Supplied data section start

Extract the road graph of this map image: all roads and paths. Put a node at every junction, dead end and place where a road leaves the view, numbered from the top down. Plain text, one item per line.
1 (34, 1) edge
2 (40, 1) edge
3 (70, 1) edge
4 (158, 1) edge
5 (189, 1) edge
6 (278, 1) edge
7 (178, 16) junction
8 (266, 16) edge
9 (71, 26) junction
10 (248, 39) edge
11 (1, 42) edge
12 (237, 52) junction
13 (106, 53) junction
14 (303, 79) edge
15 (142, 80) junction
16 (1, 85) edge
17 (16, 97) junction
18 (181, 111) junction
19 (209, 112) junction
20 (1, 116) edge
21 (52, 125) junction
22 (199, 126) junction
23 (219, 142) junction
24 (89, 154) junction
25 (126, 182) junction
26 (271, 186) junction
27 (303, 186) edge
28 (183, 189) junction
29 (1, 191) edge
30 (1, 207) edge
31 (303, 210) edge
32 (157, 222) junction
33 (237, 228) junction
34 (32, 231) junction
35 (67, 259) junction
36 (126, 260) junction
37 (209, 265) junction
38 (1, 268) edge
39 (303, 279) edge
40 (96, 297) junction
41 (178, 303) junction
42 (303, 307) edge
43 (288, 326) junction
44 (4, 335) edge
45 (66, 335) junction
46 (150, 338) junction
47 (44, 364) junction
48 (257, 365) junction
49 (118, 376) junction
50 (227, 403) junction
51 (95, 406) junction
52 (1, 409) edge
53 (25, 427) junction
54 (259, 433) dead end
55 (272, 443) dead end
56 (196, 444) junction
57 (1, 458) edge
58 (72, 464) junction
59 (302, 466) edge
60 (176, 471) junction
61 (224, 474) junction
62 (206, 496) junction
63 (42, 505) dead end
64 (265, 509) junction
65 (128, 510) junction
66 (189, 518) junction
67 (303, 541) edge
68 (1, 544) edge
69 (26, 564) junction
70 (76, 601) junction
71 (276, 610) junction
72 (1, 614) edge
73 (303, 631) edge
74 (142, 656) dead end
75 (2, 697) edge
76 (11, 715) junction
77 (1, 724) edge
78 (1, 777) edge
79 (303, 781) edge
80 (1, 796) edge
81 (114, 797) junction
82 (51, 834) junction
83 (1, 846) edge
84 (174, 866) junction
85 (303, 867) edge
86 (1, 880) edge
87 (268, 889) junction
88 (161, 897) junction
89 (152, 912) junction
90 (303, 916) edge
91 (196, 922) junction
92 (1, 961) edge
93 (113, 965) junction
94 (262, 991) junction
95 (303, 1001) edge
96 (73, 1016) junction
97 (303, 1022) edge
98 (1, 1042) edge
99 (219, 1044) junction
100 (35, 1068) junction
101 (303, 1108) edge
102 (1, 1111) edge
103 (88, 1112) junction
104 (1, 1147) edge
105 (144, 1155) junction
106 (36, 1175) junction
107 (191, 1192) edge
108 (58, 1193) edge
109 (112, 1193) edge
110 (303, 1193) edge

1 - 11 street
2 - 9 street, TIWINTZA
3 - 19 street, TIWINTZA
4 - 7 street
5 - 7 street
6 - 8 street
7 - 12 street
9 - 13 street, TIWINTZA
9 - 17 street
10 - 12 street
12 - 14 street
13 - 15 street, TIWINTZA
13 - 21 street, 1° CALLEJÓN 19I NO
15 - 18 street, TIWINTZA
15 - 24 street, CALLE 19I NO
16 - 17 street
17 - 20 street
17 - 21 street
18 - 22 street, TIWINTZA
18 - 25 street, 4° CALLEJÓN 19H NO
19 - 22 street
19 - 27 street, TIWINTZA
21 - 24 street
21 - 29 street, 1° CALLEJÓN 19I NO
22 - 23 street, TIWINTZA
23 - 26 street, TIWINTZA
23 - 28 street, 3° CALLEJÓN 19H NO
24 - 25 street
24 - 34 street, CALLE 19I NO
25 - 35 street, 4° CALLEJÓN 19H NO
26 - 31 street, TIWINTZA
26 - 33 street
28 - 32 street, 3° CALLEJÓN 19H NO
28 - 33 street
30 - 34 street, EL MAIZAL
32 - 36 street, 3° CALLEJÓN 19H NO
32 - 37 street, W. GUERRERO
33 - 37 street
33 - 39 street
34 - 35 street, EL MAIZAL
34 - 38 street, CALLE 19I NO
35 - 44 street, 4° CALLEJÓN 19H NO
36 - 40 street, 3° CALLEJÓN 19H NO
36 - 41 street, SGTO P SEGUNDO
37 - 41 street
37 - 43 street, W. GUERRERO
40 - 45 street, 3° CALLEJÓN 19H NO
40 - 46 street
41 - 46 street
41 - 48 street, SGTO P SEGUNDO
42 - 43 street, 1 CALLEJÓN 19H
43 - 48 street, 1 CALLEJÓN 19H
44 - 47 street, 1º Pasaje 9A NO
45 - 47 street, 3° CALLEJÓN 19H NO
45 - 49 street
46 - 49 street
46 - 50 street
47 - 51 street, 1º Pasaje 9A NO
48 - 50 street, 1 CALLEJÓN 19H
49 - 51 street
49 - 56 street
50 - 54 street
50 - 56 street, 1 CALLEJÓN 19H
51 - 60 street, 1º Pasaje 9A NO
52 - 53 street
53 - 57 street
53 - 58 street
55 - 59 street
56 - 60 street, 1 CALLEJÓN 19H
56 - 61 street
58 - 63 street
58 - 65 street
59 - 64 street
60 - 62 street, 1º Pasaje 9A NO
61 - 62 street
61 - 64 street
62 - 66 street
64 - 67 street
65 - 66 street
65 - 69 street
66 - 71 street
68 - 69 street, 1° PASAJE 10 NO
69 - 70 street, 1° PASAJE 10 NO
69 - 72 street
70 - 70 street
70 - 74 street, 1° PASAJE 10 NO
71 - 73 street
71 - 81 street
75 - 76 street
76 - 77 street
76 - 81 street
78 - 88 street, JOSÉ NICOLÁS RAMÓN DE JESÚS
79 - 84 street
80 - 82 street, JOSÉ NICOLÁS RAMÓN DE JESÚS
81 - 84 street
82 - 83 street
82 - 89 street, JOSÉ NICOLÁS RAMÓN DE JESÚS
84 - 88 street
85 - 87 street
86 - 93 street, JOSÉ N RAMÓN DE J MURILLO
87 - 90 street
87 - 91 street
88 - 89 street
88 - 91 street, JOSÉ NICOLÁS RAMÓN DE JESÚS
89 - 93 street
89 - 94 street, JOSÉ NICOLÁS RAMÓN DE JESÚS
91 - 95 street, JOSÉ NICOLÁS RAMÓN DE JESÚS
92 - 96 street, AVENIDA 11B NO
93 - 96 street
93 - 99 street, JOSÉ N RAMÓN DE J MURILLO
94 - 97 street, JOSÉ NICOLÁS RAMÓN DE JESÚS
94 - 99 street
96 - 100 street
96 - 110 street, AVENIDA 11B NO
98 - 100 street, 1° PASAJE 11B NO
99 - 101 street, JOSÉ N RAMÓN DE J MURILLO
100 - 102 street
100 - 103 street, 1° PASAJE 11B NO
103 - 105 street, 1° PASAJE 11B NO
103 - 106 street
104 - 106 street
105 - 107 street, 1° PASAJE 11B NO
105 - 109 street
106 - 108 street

Supplied data section end

> How to complete this task: Word for word, give the records again.

> Result of this exercise:
Extract the road graph of this map image: all roads and paths. Put a node at every junction, dead end and place where a road leaves the view, numbered from the top down. Plain text, one item per line.
1 (34, 1) edge
2 (40, 1) edge
3 (70, 1) edge
4 (158, 1) edge
5 (189, 1) edge
6 (278, 1) edge
7 (178, 16) junction
8 (266, 16) edge
9 (71, 26) junction
10 (248, 39) edge
11 (1, 42) edge
12 (237, 52) junction
13 (106, 53) junction
14 (303, 79) edge
15 (142, 80) junction
16 (1, 85) edge
17 (16, 97) junction
18 (181, 111) junction
19 (209, 112) junction
20 (1, 116) edge
21 (52, 125) junction
22 (199, 126) junction
23 (219, 142) junction
24 (89, 154) junction
25 (126, 182) junction
26 (271, 186) junction
27 (303, 186) edge
28 (183, 189) junction
29 (1, 191) edge
30 (1, 207) edge
31 (303, 210) edge
32 (157, 222) junction
33 (237, 228) junction
34 (32, 231) junction
35 (67, 259) junction
36 (126, 260) junction
37 (209, 265) junction
38 (1, 268) edge
39 (303, 279) edge
40 (96, 297) junction
41 (178, 303) junction
42 (303, 307) edge
43 (288, 326) junction
44 (4, 335) edge
45 (66, 335) junction
46 (150, 338) junction
47 (44, 364) junction
48 (257, 365) junction
49 (118, 376) junction
50 (227, 403) junction
51 (95, 406) junction
52 (1, 409) edge
53 (25, 427) junction
54 (259, 433) dead end
55 (272, 443) dead end
56 (196, 444) junction
57 (1, 458) edge
58 (72, 464) junction
59 (302, 466) edge
60 (176, 471) junction
61 (224, 474) junction
62 (206, 496) junction
63 (42, 505) dead end
64 (265, 509) junction
65 (128, 510) junction
66 (189, 518) junction
67 (303, 541) edge
68 (1, 544) edge
69 (26, 564) junction
70 (76, 601) junction
71 (276, 610) junction
72 (1, 614) edge
73 (303, 631) edge
74 (142, 656) dead end
75 (2, 697) edge
76 (11, 715) junction
77 (1, 724) edge
78 (1, 777) edge
79 (303, 781) edge
80 (1, 796) edge
81 (114, 797) junction
82 (51, 834) junction
83 (1, 846) edge
84 (174, 866) junction
85 (303, 867) edge
86 (1, 880) edge
87 (268, 889) junction
88 (161, 897) junction
89 (152, 912) junction
90 (303, 916) edge
91 (196, 922) junction
92 (1, 961) edge
93 (113, 965) junction
94 (262, 991) junction
95 (303, 1001) edge
96 (73, 1016) junction
97 (303, 1022) edge
98 (1, 1042) edge
99 (219, 1044) junction
100 (35, 1068) junction
101 (303, 1108) edge
102 (1, 1111) edge
103 (88, 1112) junction
104 (1, 1147) edge
105 (144, 1155) junction
106 (36, 1175) junction
107 (191, 1192) edge
108 (58, 1193) edge
109 (112, 1193) edge
110 (303, 1193) edge

1 - 11 street
2 - 9 street, TIWINTZA
3 - 19 street, TIWINTZA
4 - 7 street
5 - 7 street
6 - 8 street
7 - 12 street
9 - 13 street, TIWINTZA
9 - 17 street
10 - 12 street
12 - 14 street
13 - 15 street, TIWINTZA
13 - 21 street, 1° CALLEJÓN 19I NO
15 - 18 street, TIWINTZA
15 - 24 street, CALLE 19I NO
16 - 17 street
17 - 20 street
17 - 21 street
18 - 22 street, TIWINTZA
18 - 25 street, 4° CALLEJÓN 19H NO
19 - 22 street
19 - 27 street, TIWINTZA
21 - 24 street
21 - 29 street, 1° CALLEJÓN 19I NO
22 - 23 street, TIWINTZA
23 - 26 street, TIWINTZA
23 - 28 street, 3° CALLEJÓN 19H NO
24 - 25 street
24 - 34 street, CALLE 19I NO
25 - 35 street, 4° CALLEJÓN 19H NO
26 - 31 street, TIWINTZA
26 - 33 street
28 - 32 street, 3° CALLEJÓN 19H NO
28 - 33 street
30 - 34 street, EL MAIZAL
32 - 36 street, 3° CALLEJÓN 19H NO
32 - 37 street, W. GUERRERO
33 - 37 street
33 - 39 street
34 - 35 street, EL MAIZAL
34 - 38 street, CALLE 19I NO
35 - 44 street, 4° CALLEJÓN 19H NO
36 - 40 street, 3° CALLEJÓN 19H NO
36 - 41 street, SGTO P SEGUNDO
37 - 41 street
37 - 43 street, W. GUERRERO
40 - 45 street, 3° CALLEJÓN 19H NO
40 - 46 street
41 - 46 street
41 - 48 street, SGTO P SEGUNDO
42 - 43 street, 1 CALLEJÓN 19H
43 - 48 street, 1 CALLEJÓN 19H
44 - 47 street, 1º Pasaje 9A NO
45 - 47 street, 3° CALLEJÓN 19H NO
45 - 49 street
46 - 49 street
46 - 50 street
47 - 51 street, 1º Pasaje 9A NO
48 - 50 street, 1 CALLEJÓN 19H
49 - 51 street
49 - 56 street
50 - 54 street
50 - 56 street, 1 CALLEJÓN 19H
51 - 60 street, 1º Pasaje 9A NO
52 - 53 street
53 - 57 street
53 - 58 street
55 - 59 street
56 - 60 street, 1 CALLEJÓN 19H
56 - 61 street
58 - 63 street
58 - 65 street
59 - 64 street
60 - 62 street, 1º Pasaje 9A NO
61 - 62 street
61 - 64 street
62 - 66 street
64 - 67 street
65 - 66 street
65 - 69 street
66 - 71 street
68 - 69 street, 1° PASAJE 10 NO
69 - 70 street, 1° PASAJE 10 NO
69 - 72 street
70 - 70 street
70 - 74 street, 1° PASAJE 10 NO
71 - 73 street
71 - 81 street
75 - 76 street
76 - 77 street
76 - 81 street
78 - 88 street, JOSÉ NICOLÁS RAMÓN DE JESÚS
79 - 84 street
80 - 82 street, JOSÉ NICOLÁS RAMÓN DE JESÚS
81 - 84 street
82 - 83 street
82 - 89 street, JOSÉ NICOLÁS RAMÓN DE JESÚS
84 - 88 street
85 - 87 street
86 - 93 street, JOSÉ N RAMÓN DE J MURILLO
87 - 90 street
87 - 91 street
88 - 89 street
88 - 91 street, JOSÉ NICOLÁS RAMÓN DE JESÚS
89 - 93 street
89 - 94 street, JOSÉ NICOLÁS RAMÓN DE JESÚS
91 - 95 street, JOSÉ NICOLÁS RAMÓN DE JESÚS
92 - 96 street, AVENIDA 11B NO
93 - 96 street
93 - 99 street, JOSÉ N RAMÓN DE J MURILLO
94 - 97 street, JOSÉ NICOLÁS RAMÓN DE JESÚS
94 - 99 street
96 - 100 street
96 - 110 street, AVENIDA 11B NO
98 - 100 street, 1° PASAJE 11B NO
99 - 101 street, JOSÉ N RAMÓN DE J MURILLO
100 - 102 street
100 - 103 street, 1° PASAJE 11B NO
103 - 105 street, 1° PASAJE 11B NO
103 - 106 street
104 - 106 street
105 - 107 street, 1° PASAJE 11B NO
105 - 109 street
106 - 108 street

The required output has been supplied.